Copy the entries that follow, exactly and completely.

Data extracted from a collection:

>>>>>

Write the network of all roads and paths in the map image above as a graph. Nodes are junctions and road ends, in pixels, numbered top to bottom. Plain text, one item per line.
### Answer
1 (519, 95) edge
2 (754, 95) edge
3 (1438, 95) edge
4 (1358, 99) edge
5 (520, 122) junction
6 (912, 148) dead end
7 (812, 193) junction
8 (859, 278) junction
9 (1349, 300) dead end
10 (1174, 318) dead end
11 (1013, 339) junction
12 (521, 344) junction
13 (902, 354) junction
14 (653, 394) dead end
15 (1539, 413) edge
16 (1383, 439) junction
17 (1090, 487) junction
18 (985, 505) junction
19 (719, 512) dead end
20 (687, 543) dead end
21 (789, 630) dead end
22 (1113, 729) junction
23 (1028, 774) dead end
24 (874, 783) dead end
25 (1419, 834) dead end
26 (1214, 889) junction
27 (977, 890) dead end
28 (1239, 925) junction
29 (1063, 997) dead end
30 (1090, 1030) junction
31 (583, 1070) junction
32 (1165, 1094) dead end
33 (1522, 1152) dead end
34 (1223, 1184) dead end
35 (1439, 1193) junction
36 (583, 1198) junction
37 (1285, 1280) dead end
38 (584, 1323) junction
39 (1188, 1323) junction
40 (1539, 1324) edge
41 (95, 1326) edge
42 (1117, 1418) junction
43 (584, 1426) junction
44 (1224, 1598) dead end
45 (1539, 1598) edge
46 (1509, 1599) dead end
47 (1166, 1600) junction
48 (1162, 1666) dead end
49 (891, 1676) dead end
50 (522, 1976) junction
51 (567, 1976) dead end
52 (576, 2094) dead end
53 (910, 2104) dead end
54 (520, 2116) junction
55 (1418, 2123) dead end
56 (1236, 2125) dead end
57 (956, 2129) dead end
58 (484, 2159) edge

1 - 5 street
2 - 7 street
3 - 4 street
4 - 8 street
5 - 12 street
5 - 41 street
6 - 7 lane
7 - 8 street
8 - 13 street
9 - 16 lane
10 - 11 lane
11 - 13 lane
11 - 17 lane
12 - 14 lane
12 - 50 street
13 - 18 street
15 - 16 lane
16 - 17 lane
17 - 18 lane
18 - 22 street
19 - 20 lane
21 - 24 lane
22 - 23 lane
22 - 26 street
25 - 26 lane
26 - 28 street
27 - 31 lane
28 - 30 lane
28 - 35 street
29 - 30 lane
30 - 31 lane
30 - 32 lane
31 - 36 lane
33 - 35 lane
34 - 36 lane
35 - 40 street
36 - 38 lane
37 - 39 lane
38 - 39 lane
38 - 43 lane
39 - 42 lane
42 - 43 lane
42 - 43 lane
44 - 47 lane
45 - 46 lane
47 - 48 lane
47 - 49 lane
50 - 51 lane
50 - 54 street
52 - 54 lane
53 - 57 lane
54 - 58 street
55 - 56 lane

<<<<<

--- Written response ---
Write the network of all roads and paths in the map image above as a graph. Nodes are junctions and road ends, in pixels, numbered top to bottom. Plain text, one item per line.
### Answer
1 (519, 95) edge
2 (754, 95) edge
3 (1438, 95) edge
4 (1358, 99) edge
5 (520, 122) junction
6 (912, 148) dead end
7 (812, 193) junction
8 (859, 278) junction
9 (1349, 300) dead end
10 (1174, 318) dead end
11 (1013, 339) junction
12 (521, 344) junction
13 (902, 354) junction
14 (653, 394) dead end
15 (1539, 413) edge
16 (1383, 439) junction
17 (1090, 487) junction
18 (985, 505) junction
19 (719, 512) dead end
20 (687, 543) dead end
21 (789, 630) dead end
22 (1113, 729) junction
23 (1028, 774) dead end
24 (874, 783) dead end
25 (1419, 834) dead end
26 (1214, 889) junction
27 (977, 890) dead end
28 (1239, 925) junction
29 (1063, 997) dead end
30 (1090, 1030) junction
31 (583, 1070) junction
32 (1165, 1094) dead end
33 (1522, 1152) dead end
34 (1223, 1184) dead end
35 (1439, 1193) junction
36 (583, 1198) junction
37 (1285, 1280) dead end
38 (584, 1323) junction
39 (1188, 1323) junction
40 (1539, 1324) edge
41 (95, 1326) edge
42 (1117, 1418) junction
43 (584, 1426) junction
44 (1224, 1598) dead end
45 (1539, 1598) edge
46 (1509, 1599) dead end
47 (1166, 1600) junction
48 (1162, 1666) dead end
49 (891, 1676) dead end
50 (522, 1976) junction
51 (567, 1976) dead end
52 (576, 2094) dead end
53 (910, 2104) dead end
54 (520, 2116) junction
55 (1418, 2123) dead end
56 (1236, 2125) dead end
57 (956, 2129) dead end
58 (484, 2159) edge

1 - 5 street
2 - 7 street
3 - 4 street
4 - 8 street
5 - 12 street
5 - 41 street
6 - 7 lane
7 - 8 street
8 - 13 street
9 - 16 lane
10 - 11 lane
11 - 13 lane
11 - 17 lane
12 - 14 lane
12 - 50 street
13 - 18 street
15 - 16 lane
16 - 17 lane
17 - 18 lane
18 - 22 street
19 - 20 lane
21 - 24 lane
22 - 23 lane
22 - 26 street
25 - 26 lane
26 - 28 street
27 - 31 lane
28 - 30 lane
28 - 35 street
29 - 30 lane
30 - 31 lane
30 - 32 lane
31 - 36 lane
33 - 35 lane
34 - 36 lane
35 - 40 street
36 - 38 lane
37 - 39 lane
38 - 39 lane
38 - 43 lane
39 - 42 lane
42 - 43 lane
42 - 43 lane
44 - 47 lane
45 - 46 lane
47 - 48 lane
47 - 49 lane
50 - 51 lane
50 - 54 street
52 - 54 lane
53 - 57 lane
54 - 58 street
55 - 56 lane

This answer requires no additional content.